## Instructions to follow:
Word for word, copy out every line of the records, omitting each picture.
* * * * * * *
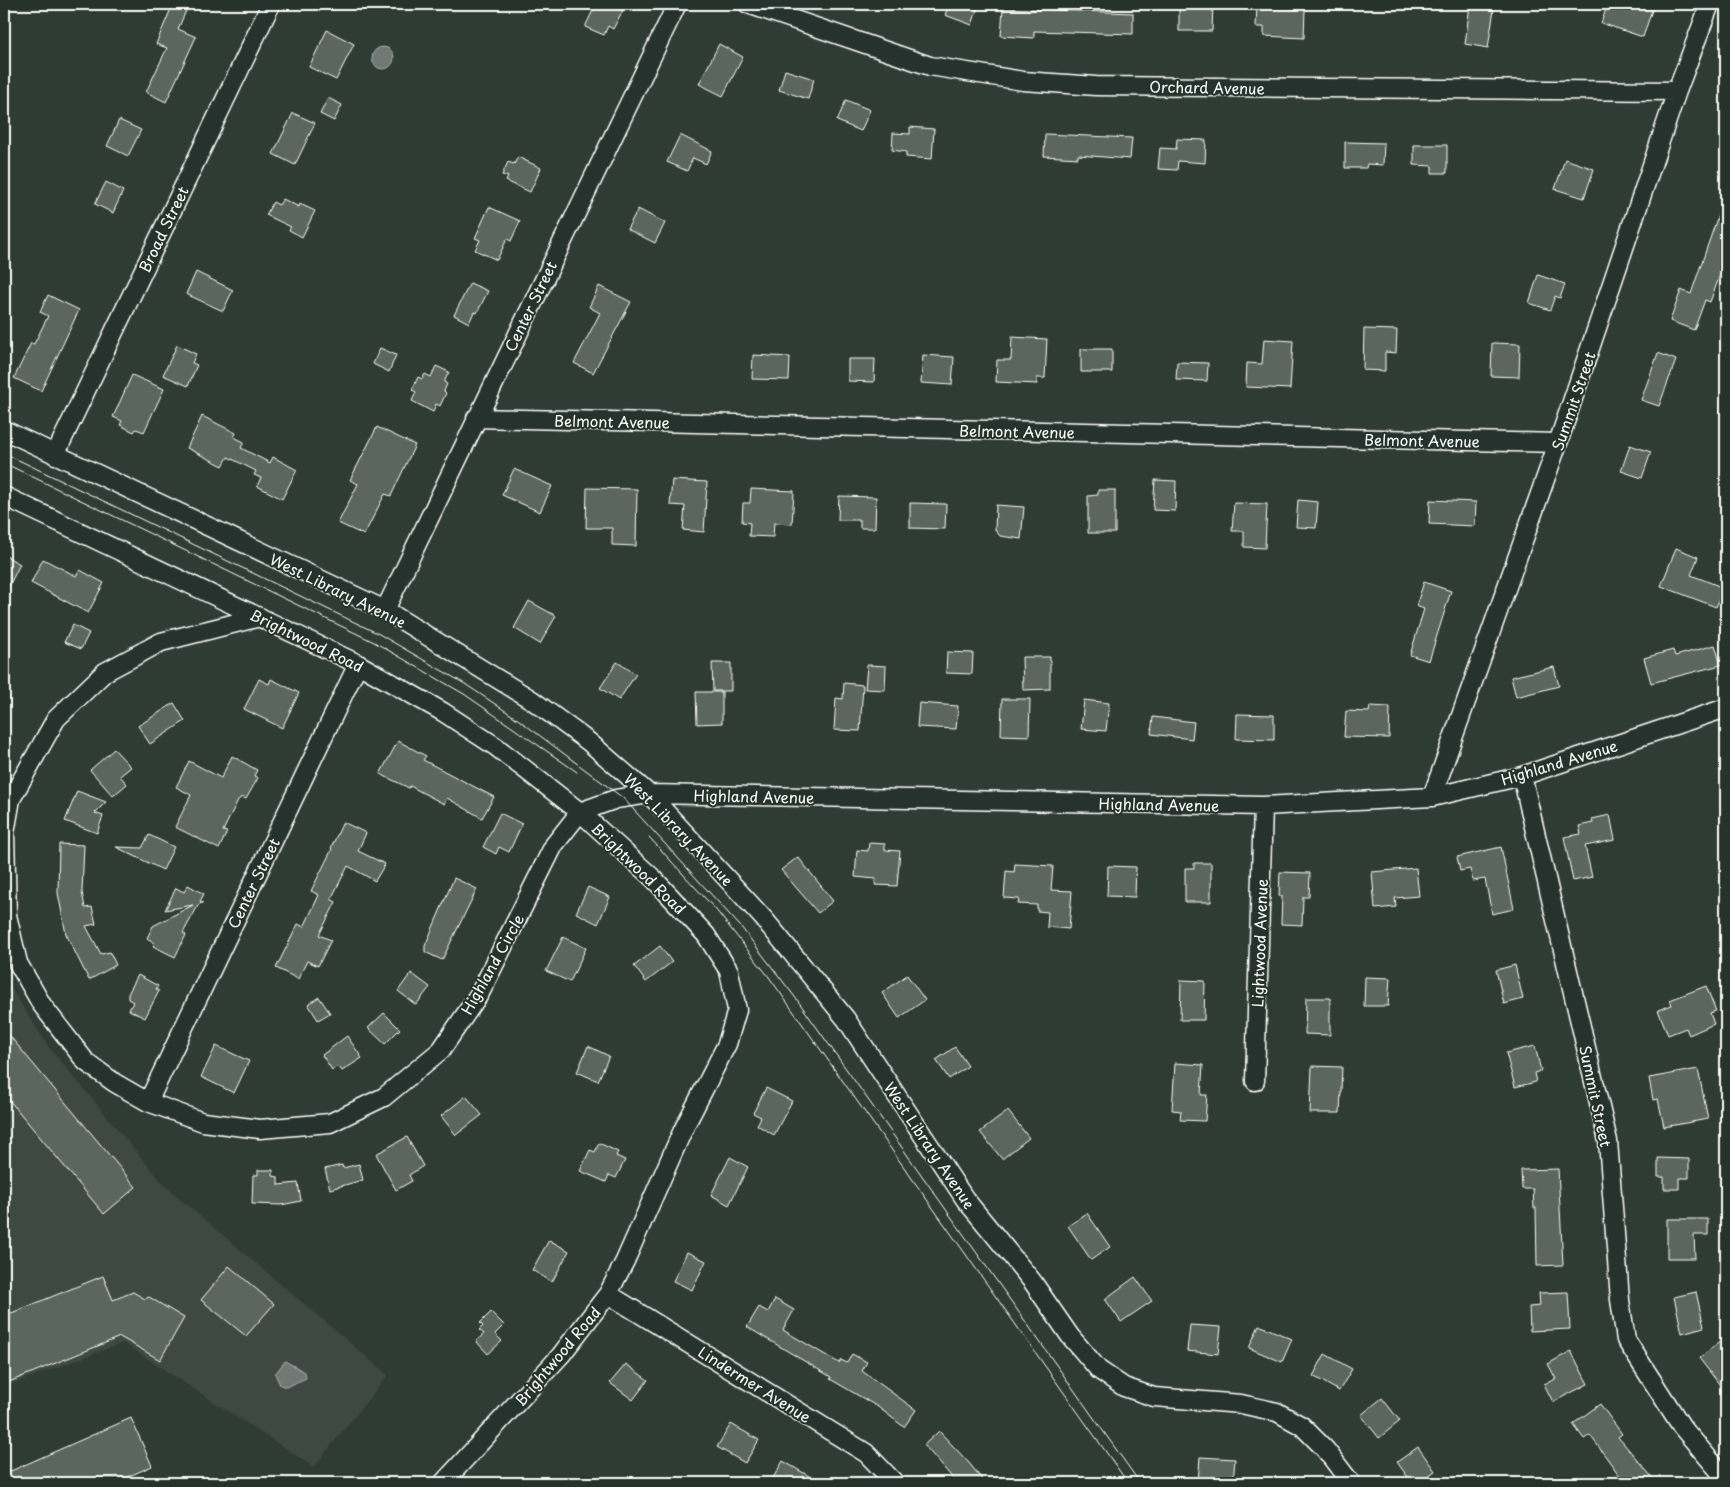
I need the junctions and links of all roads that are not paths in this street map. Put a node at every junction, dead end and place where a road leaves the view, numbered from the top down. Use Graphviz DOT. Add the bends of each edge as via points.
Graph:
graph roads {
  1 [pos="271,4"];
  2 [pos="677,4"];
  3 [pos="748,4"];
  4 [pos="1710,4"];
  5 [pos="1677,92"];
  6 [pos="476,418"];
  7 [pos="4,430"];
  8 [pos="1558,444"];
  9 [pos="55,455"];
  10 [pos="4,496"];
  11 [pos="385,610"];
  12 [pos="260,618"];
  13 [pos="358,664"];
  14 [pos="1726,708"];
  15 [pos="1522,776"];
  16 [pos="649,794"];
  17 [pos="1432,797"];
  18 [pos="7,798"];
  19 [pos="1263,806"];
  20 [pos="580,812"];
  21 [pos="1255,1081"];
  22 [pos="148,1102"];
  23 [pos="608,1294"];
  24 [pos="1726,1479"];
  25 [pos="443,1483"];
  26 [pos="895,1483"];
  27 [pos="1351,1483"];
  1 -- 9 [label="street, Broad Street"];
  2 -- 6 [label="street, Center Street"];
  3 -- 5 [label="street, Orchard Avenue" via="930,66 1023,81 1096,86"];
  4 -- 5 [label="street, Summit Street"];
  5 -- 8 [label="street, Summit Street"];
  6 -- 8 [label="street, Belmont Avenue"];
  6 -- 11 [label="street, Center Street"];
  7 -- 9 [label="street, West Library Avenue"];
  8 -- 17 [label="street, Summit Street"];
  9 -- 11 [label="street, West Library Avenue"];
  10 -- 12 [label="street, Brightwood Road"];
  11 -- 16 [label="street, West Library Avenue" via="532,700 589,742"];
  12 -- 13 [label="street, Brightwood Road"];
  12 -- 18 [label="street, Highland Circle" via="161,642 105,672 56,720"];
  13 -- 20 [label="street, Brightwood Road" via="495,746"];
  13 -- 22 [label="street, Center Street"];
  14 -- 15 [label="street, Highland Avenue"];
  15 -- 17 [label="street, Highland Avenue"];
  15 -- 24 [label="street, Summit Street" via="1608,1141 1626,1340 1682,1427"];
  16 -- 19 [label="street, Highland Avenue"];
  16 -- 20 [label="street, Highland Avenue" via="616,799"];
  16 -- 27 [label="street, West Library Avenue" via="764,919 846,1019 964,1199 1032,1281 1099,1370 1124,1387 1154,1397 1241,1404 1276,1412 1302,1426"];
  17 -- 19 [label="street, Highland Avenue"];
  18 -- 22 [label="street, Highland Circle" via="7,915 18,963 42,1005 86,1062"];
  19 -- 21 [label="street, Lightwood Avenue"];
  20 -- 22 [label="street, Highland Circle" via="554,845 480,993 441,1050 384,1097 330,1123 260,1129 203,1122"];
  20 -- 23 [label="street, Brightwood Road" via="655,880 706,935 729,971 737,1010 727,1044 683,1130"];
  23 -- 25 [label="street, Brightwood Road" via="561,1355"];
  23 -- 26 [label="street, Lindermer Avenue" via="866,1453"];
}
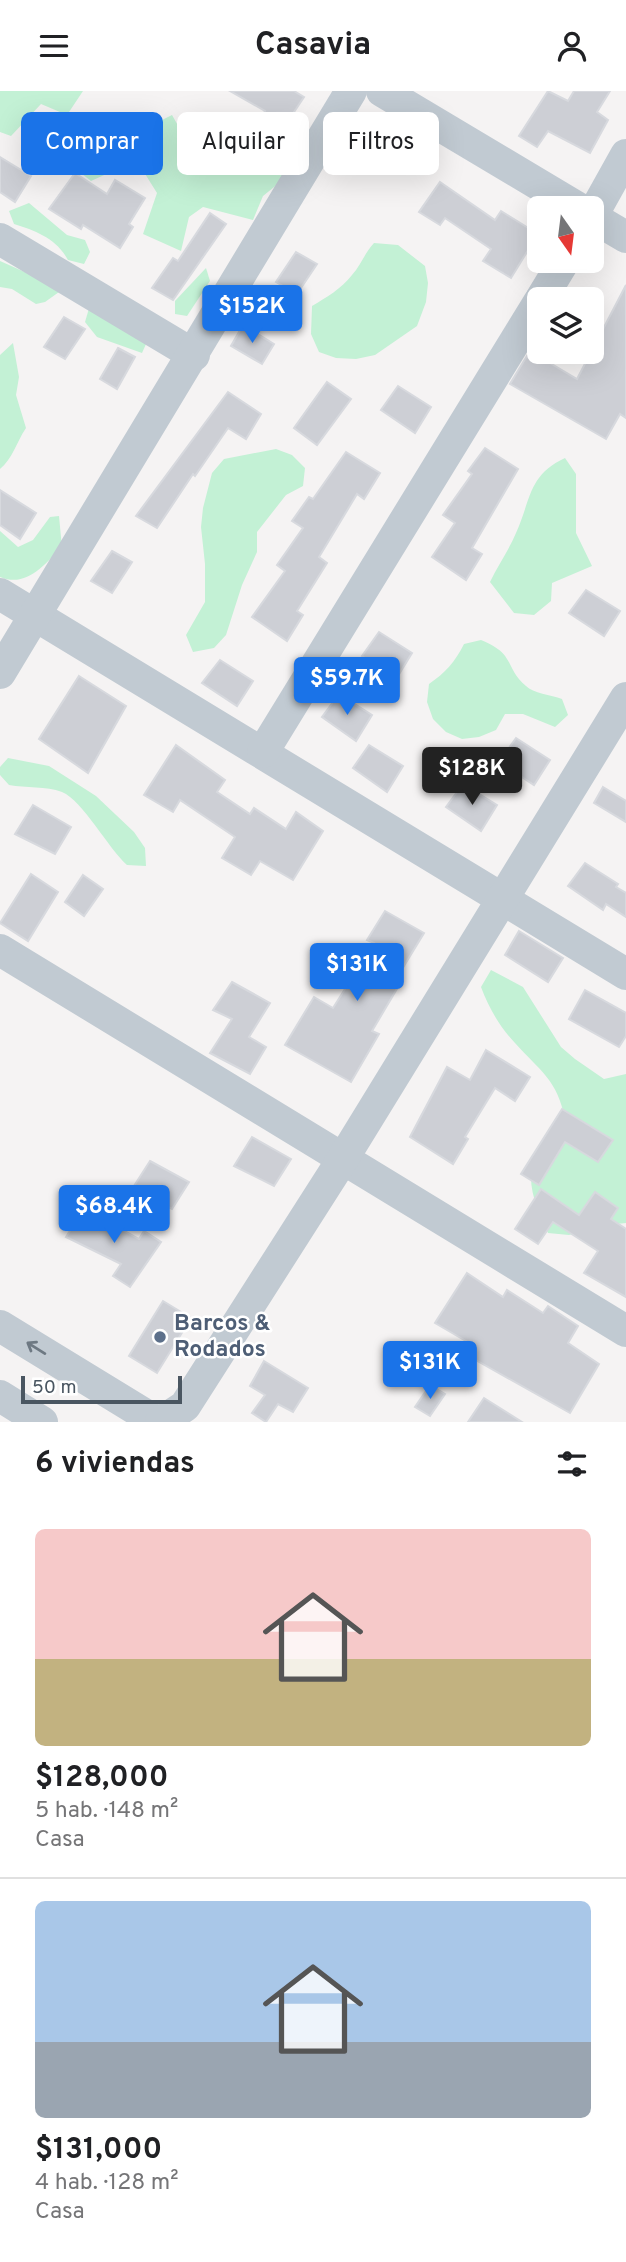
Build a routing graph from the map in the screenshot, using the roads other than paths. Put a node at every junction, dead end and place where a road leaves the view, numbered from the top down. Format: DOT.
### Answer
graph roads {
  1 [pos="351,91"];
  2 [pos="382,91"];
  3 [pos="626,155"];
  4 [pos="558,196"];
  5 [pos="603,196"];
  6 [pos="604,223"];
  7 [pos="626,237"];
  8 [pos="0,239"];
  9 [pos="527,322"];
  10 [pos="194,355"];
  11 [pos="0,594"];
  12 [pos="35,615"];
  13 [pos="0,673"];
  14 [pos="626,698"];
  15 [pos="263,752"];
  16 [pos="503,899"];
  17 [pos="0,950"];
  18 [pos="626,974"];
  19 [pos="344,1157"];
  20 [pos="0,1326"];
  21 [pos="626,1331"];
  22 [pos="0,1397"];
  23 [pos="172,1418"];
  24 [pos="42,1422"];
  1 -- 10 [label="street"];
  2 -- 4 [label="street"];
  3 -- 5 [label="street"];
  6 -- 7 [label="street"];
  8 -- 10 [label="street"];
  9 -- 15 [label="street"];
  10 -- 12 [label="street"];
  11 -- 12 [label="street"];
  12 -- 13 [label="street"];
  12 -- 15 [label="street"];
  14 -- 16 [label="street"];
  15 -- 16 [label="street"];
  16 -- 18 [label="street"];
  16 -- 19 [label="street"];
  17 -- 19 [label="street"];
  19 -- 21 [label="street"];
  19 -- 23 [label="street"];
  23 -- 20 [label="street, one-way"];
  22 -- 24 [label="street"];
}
* * * * * * *
## Response to this exercise:
I need the junctions and links of all roads that are not paths in this street map. Put a node at every junction, dead end and place where a road leaves the view, numbered from the top down. Use Graphviz DOT. Add the bends of each edge as via points.
Graph:
graph roads {
  1 [pos="271,4"];
  2 [pos="677,4"];
  3 [pos="748,4"];
  4 [pos="1710,4"];
  5 [pos="1677,92"];
  6 [pos="476,418"];
  7 [pos="4,430"];
  8 [pos="1558,444"];
  9 [pos="55,455"];
  10 [pos="4,496"];
  11 [pos="385,610"];
  12 [pos="260,618"];
  13 [pos="358,664"];
  14 [pos="1726,708"];
  15 [pos="1522,776"];
  16 [pos="649,794"];
  17 [pos="1432,797"];
  18 [pos="7,798"];
  19 [pos="1263,806"];
  20 [pos="580,812"];
  21 [pos="1255,1081"];
  22 [pos="148,1102"];
  23 [pos="608,1294"];
  24 [pos="1726,1479"];
  25 [pos="443,1483"];
  26 [pos="895,1483"];
  27 [pos="1351,1483"];
  1 -- 9 [label="street, Broad Street"];
  2 -- 6 [label="street, Center Street"];
  3 -- 5 [label="street, Orchard Avenue" via="930,66 1023,81 1096,86"];
  4 -- 5 [label="street, Summit Street"];
  5 -- 8 [label="street, Summit Street"];
  6 -- 8 [label="street, Belmont Avenue"];
  6 -- 11 [label="street, Center Street"];
  7 -- 9 [label="street, West Library Avenue"];
  8 -- 17 [label="street, Summit Street"];
  9 -- 11 [label="street, West Library Avenue"];
  10 -- 12 [label="street, Brightwood Road"];
  11 -- 16 [label="street, West Library Avenue" via="532,700 589,742"];
  12 -- 13 [label="street, Brightwood Road"];
  12 -- 18 [label="street, Highland Circle" via="161,642 105,672 56,720"];
  13 -- 20 [label="street, Brightwood Road" via="495,746"];
  13 -- 22 [label="street, Center Street"];
  14 -- 15 [label="street, Highland Avenue"];
  15 -- 17 [label="street, Highland Avenue"];
  15 -- 24 [label="street, Summit Street" via="1608,1141 1626,1340 1682,1427"];
  16 -- 19 [label="street, Highland Avenue"];
  16 -- 20 [label="street, Highland Avenue" via="616,799"];
  16 -- 27 [label="street, West Library Avenue" via="764,919 846,1019 964,1199 1032,1281 1099,1370 1124,1387 1154,1397 1241,1404 1276,1412 1302,1426"];
  17 -- 19 [label="street, Highland Avenue"];
  18 -- 22 [label="street, Highland Circle" via="7,915 18,963 42,1005 86,1062"];
  19 -- 21 [label="street, Lightwood Avenue"];
  20 -- 22 [label="street, Highland Circle" via="554,845 480,993 441,1050 384,1097 330,1123 260,1129 203,1122"];
  20 -- 23 [label="street, Brightwood Road" via="655,880 706,935 729,971 737,1010 727,1044 683,1130"];
  23 -- 25 [label="street, Brightwood Road" via="561,1355"];
  23 -- 26 [label="street, Lindermer Avenue" via="866,1453"];
}
Build a routing graph from the map in the screenshot, using the roads other than paths. Put a node at every junction, dead end and place where a road leaves the view, numbered from the top down. Format: DOT.
### Answer
graph roads {
  1 [pos="351,91"];
  2 [pos="382,91"];
  3 [pos="626,155"];
  4 [pos="558,196"];
  5 [pos="603,196"];
  6 [pos="604,223"];
  7 [pos="626,237"];
  8 [pos="0,239"];
  9 [pos="527,322"];
  10 [pos="194,355"];
  11 [pos="0,594"];
  12 [pos="35,615"];
  13 [pos="0,673"];
  14 [pos="626,698"];
  15 [pos="263,752"];
  16 [pos="503,899"];
  17 [pos="0,950"];
  18 [pos="626,974"];
  19 [pos="344,1157"];
  20 [pos="0,1326"];
  21 [pos="626,1331"];
  22 [pos="0,1397"];
  23 [pos="172,1418"];
  24 [pos="42,1422"];
  1 -- 10 [label="street"];
  2 -- 4 [label="street"];
  3 -- 5 [label="street"];
  6 -- 7 [label="street"];
  8 -- 10 [label="street"];
  9 -- 15 [label="street"];
  10 -- 12 [label="street"];
  11 -- 12 [label="street"];
  12 -- 13 [label="street"];
  12 -- 15 [label="street"];
  14 -- 16 [label="street"];
  15 -- 16 [label="street"];
  16 -- 18 [label="street"];
  16 -- 19 [label="street"];
  17 -- 19 [label="street"];
  19 -- 21 [label="street"];
  19 -- 23 [label="street"];
  23 -- 20 [label="street, one-way"];
  22 -- 24 [label="street"];
}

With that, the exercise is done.